Minnelli faced an even more difficult question when adapting the hit Broadway play Tea And Sympathy for the big screen in 1956: How do you make a sensitive drama about a young man’s struggles with his homosexuality at a time when references to homosexuality were forbidden by censorship boards? Where 2 Weeks finds Minnelli operating at his most unhinged and unrestrained, Sympathy operates under an almost-impossible system of restraints. Thankfully, Minnelli, an allegedly gay man who married one gay icon (Judy Garland) and fathered another (Liza Minnelli), brought enormous tact and sophistication to the job. To the extent that Tea And Sympathy succeeds, it’s because Minnelli, playwright/screenwriter Robert Anderson, and a gifted cast are able to artfully imply what the times wouldn’t allow them to state outright. With Tea And Sympathy, subtext is everything; what isn’t said is infinitely more important than what is.

An impressive, delicate-featured John Kerr reprises his Broadway role as a sensitive young man ostracized and mocked by his rowdy, girls-and-sports-crazed college peers because he’d rather garden, listen to folk music, or kibbitz with faculty members’ wives than chase girls or play football. In an age where conforming to rigid codes of masculinity is of paramount importance, Kerr is an unabashed iconoclast, an odd duck out of sorts with the rowdy, hormone-and-decadence-fueled college world around him. In a desperate bid for acceptance, he strikes up an unlikely friendship with Deborah Kerr, a patient, understanding house mother who finds in her friendship/mothering of the young student the tenderness fatally missing from her marriage to a man who seems to share the entire campus’ strong belief that all John Kerr’s problems would cease if he’d just man up and lose his virginity to a cheap, vaguely feral prostitute.

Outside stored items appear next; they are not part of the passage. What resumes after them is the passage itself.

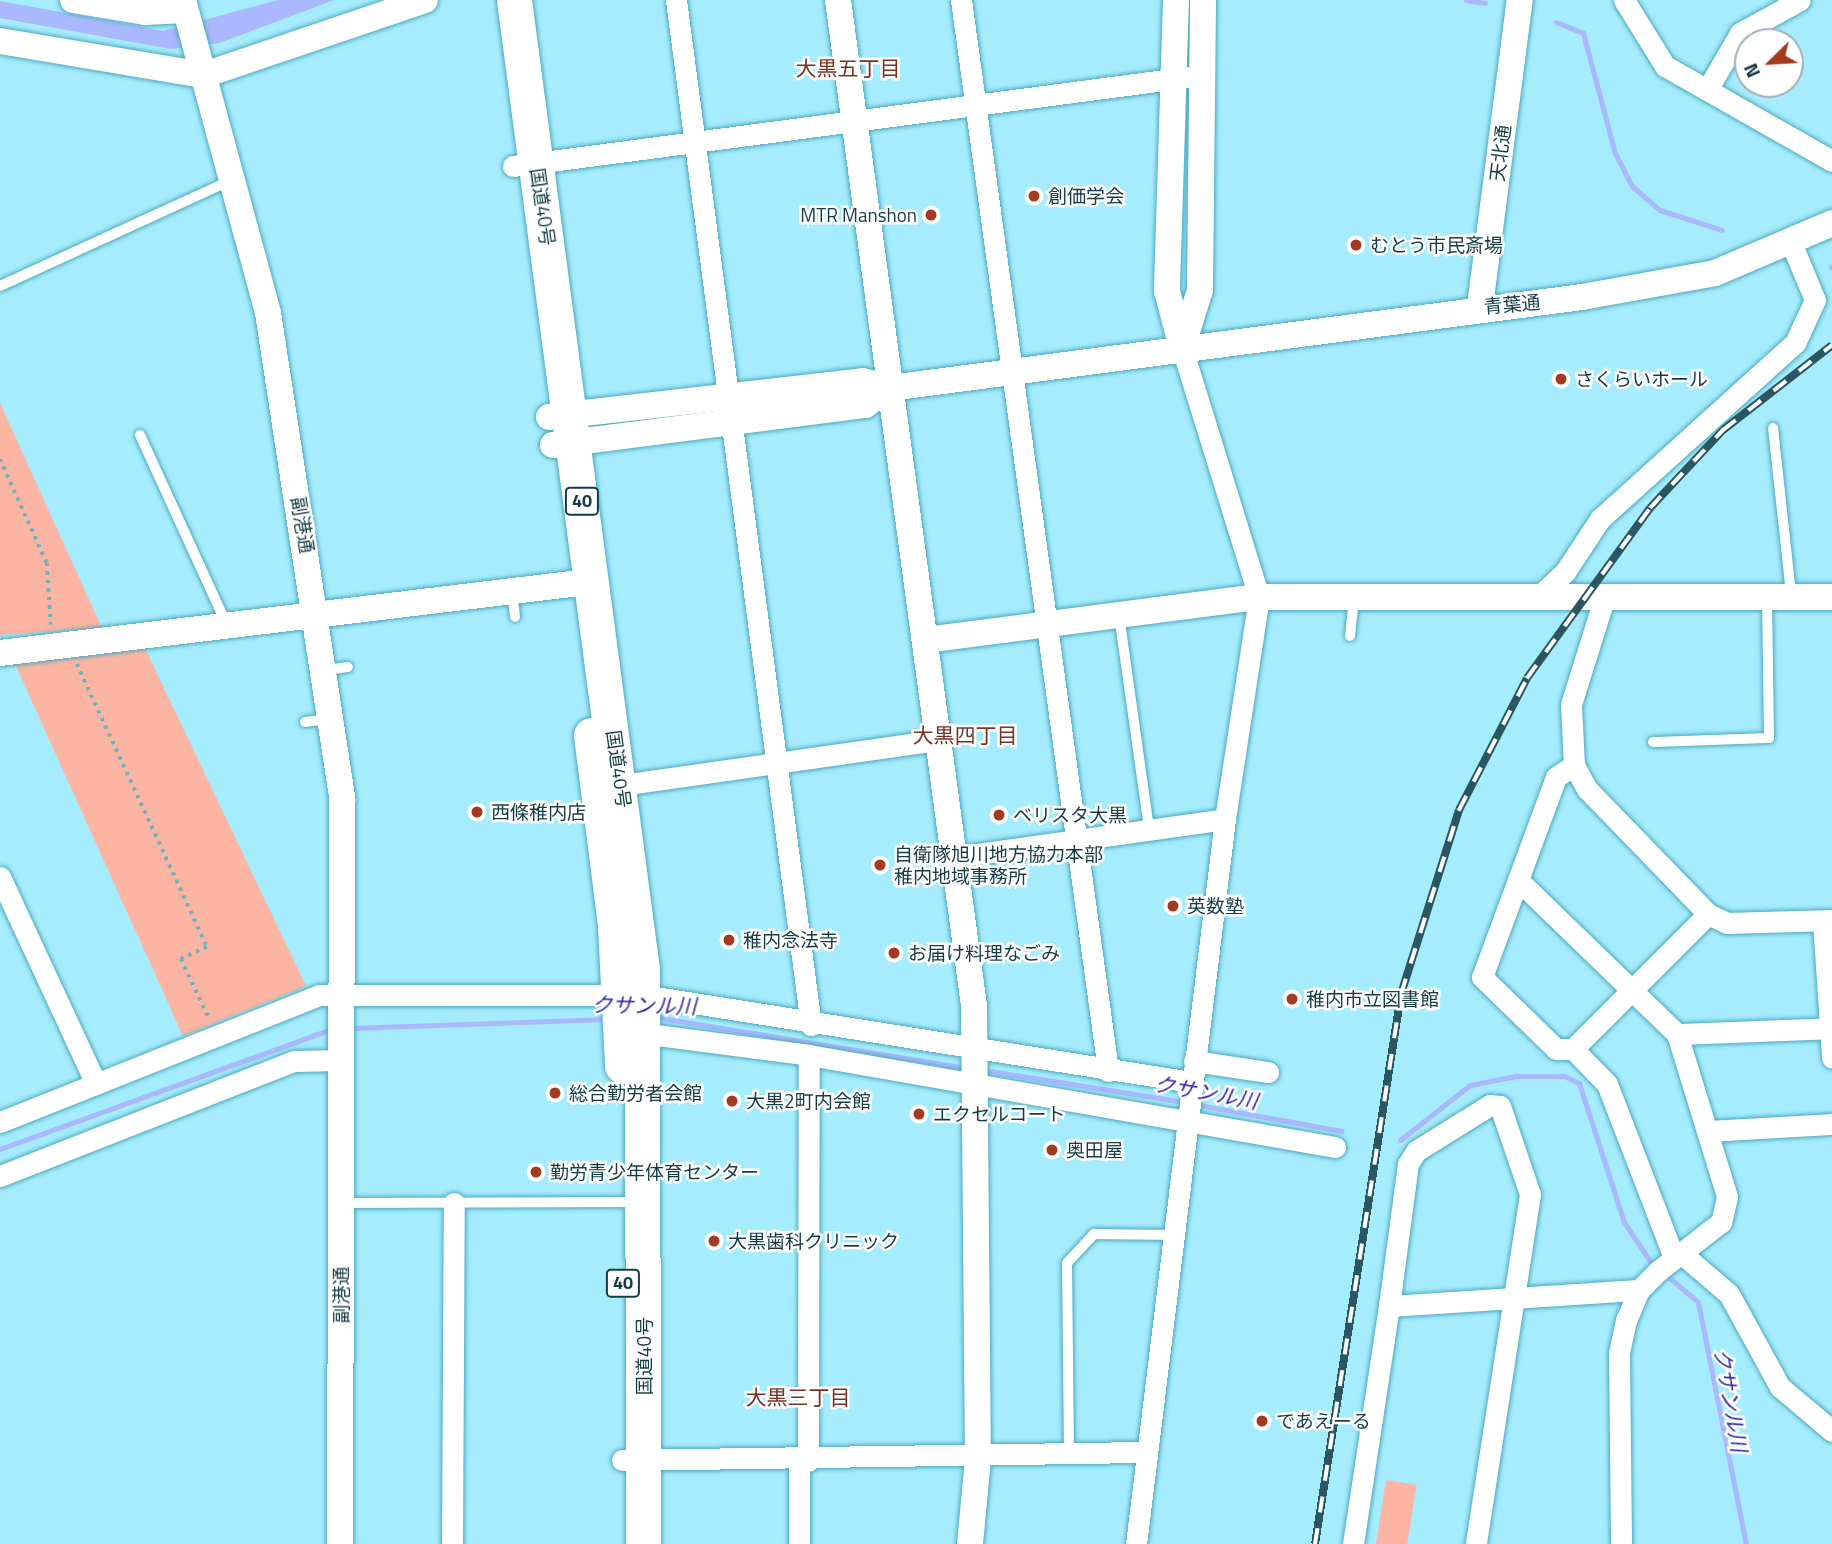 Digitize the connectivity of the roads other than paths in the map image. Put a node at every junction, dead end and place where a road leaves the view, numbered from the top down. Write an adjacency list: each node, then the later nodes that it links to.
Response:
1 (73, 0): 13 (street)
2 (425, 0): 13 (street)
3 (492, 0): 22 (highway, 国道40号 / 40)
4 (514, 0): 22 (highway, 国道40号 / 40)
5 (676, 0): 20 (street)
6 (838, 0): 19 (street)
7 (961, 0): 18 (street)
8 (1176, 0): 16 (street)
9 (1203, 0): 15 (street)
10 (1520, 0): 27 (street, 天北通)
11 (1624, 0): 17 (street)
12 (1800, 0): 17 (street)
13 (192, 33): 14 (street); 23 (street, 副港通)
14 (0, 41)
15 (1202, 76): 16 (street); 28 (street)
16 (1175, 77): 18 (street); 28 (street)
17 (1707, 90): 21 (street)
18 (976, 101): 19 (street); 29 (street)
19 (854, 117): 20 (street); 30 (street)
20 (693, 138): 22 (street); 31 (street)
21 (1832, 161)
22 (525, 164): 33 (highway, 国道40号 / 40)
23 (232, 180): 26 (lane); 43 (street, 副港通)
24 (1832, 223): 25 (street, 青葉通)
25 (1792, 245): 27 (street, 青葉通); 40 (street)
26 (0, 286)
27 (1480, 306): 28 (street, 青葉通)
28 (1182, 348): 29 (street, 青葉通); 36 (street)
29 (1012, 371): 30 (street, 青葉通); 44 (street)
30 (890, 388): 31 (street, 青葉通); 47 (street)
31 (729, 411): 33 (street, 青葉通); 53 (street)
32 (1773, 428): 39 (lane)
33 (562, 430): 35 (highway, 国道40号 / 40); 55 (highway, 国道40号 / 40)
34 (140, 435): 45 (lane)
35 (571, 584): 43 (street); 55 (highway, 国道40号 / 40)
36 (1259, 597): 38 (street); 42 (street); 56 (street)
37 (1832, 597): 39 (street)
38 (1354, 598): 40 (street); 46 (lane)
39 (1779, 598): 41 (street); 52 (lane)
40 (1536, 599): 41 (street)
41 (1604, 599): 54 (street)
42 (1119, 615): 44 (street); 57 (lane)
43 (319, 620): 45 (street); 49 (street, 副港通)
44 (1047, 624): 47 (street); 58 (street)
45 (229, 628): 48 (street)
46 (1350, 636)
47 (926, 640): 51 (street)
48 (0, 653)
49 (332, 719): 50 (lane); 65 (street, 副港通)
50 (305, 722)
51 (939, 740): 53 (street); 59 (street)
52 (1653, 742)
53 (777, 762): 55 (street); 67 (street)
54 (1574, 765): 61 (street); 62 (street)
55 (610, 787): 66 (highway, 国道40号 / 40)
56 (1224, 819): 57 (street); 74 (street)
57 (1149, 830): 58 (street)
58 (1077, 840): 59 (street); 76 (street)
59 (956, 857): 75 (street)
60 (0, 877): 78 (street)
61 (1518, 880): 64 (street); 70 (street)
62 (1708, 914): 63 (street); 64 (street)
63 (1828, 921): 68 (street)
64 (1631, 989): 69 (street); 70 (street)
65 (343, 1002): 66 (street); 71 (street, 副港通); 78 (street)
66 (631, 1013): 67 (street); 72 (street); 86 (highway, 国道40号 / 40)
67 (811, 1025): 75 (street)
68 (1831, 1028): 69 (street); 73 (street)
69 (1677, 1034): 83 (street)
70 (1573, 1049): 90 (street)
71 (343, 1053): 85 (street); 87 (street, 副港通)
72 (809, 1055): 75 (street); 99 (street)
73 (1832, 1058)
74 (1194, 1061): 77 (street); 79 (street)
75 (975, 1066): 76 (street); 80 (street); 97 (street)
76 (1108, 1071): 79 (street)
77 (1268, 1072)
78 (96, 1084): 81 (street)
79 (1191, 1084): 80 (street)
80 (1187, 1117): 84 (street); 89 (street)
81 (0, 1122)
82 (1832, 1124): 83 (street)
83 (1710, 1131): 90 (street)
84 (1335, 1147)
85 (0, 1176)
86 (634, 1202): 88 (lane); 98 (highway, 国道40号 / 40)
87 (342, 1203): 88 (lane); 101 (street, 副港通)
88 (454, 1203): 102 (street)
89 (1174, 1235): 95 (street); 96 (lane)
90 (1678, 1255): 91 (street); 94 (street)
91 (1639, 1290): 92 (street); 109 (street)
92 (1515, 1298): 93 (street); 93 (street); 108 (street)
93 (1389, 1306): 107 (street)
94 (1832, 1431)
95 (1143, 1452): 96 (street); 106 (street)
96 (1069, 1454): 97 (street)
97 (978, 1459): 99 (street); 100 (street)
98 (633, 1460): 99 (street); 103 (highway, 国道40号 / 40); 104 (highway, 国道40号 / 40)
99 (804, 1461): 105 (street)
100 (975, 1537)
101 (340, 1544)
102 (452, 1544)
103 (621, 1544)
104 (643, 1544)
105 (799, 1544)
106 (1136, 1544)
107 (1353, 1544)
108 (1476, 1544)
109 (1621, 1544)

Tea And Sympathy’s sexually confused hero is drawn with admirable subtlety; though effete, he’s admirably complex and non-stereotypical. Simultaneously bold and a cop-out, Tea And Sympathy is a film divided against itself, a drama about a young gay man’s awkward, fumbling initiation into the adult world of sexuality that doesn’t have the courage to embrace its destiny as a groundbreaking queer film. (Unsurprisingly, the film features prominently in the stellar film and book The Celluloid Closet.) Yet this subtext makes the film even more poignant during its many subdued scenes where John and Deborah Kerr talk around what they’re really feeling because they can’t come right out and say what’s on their minds. Like the film’s troubled protagonist, Minnelli simply made the best out of an impossible situation with this flawed, fascinating time capsule.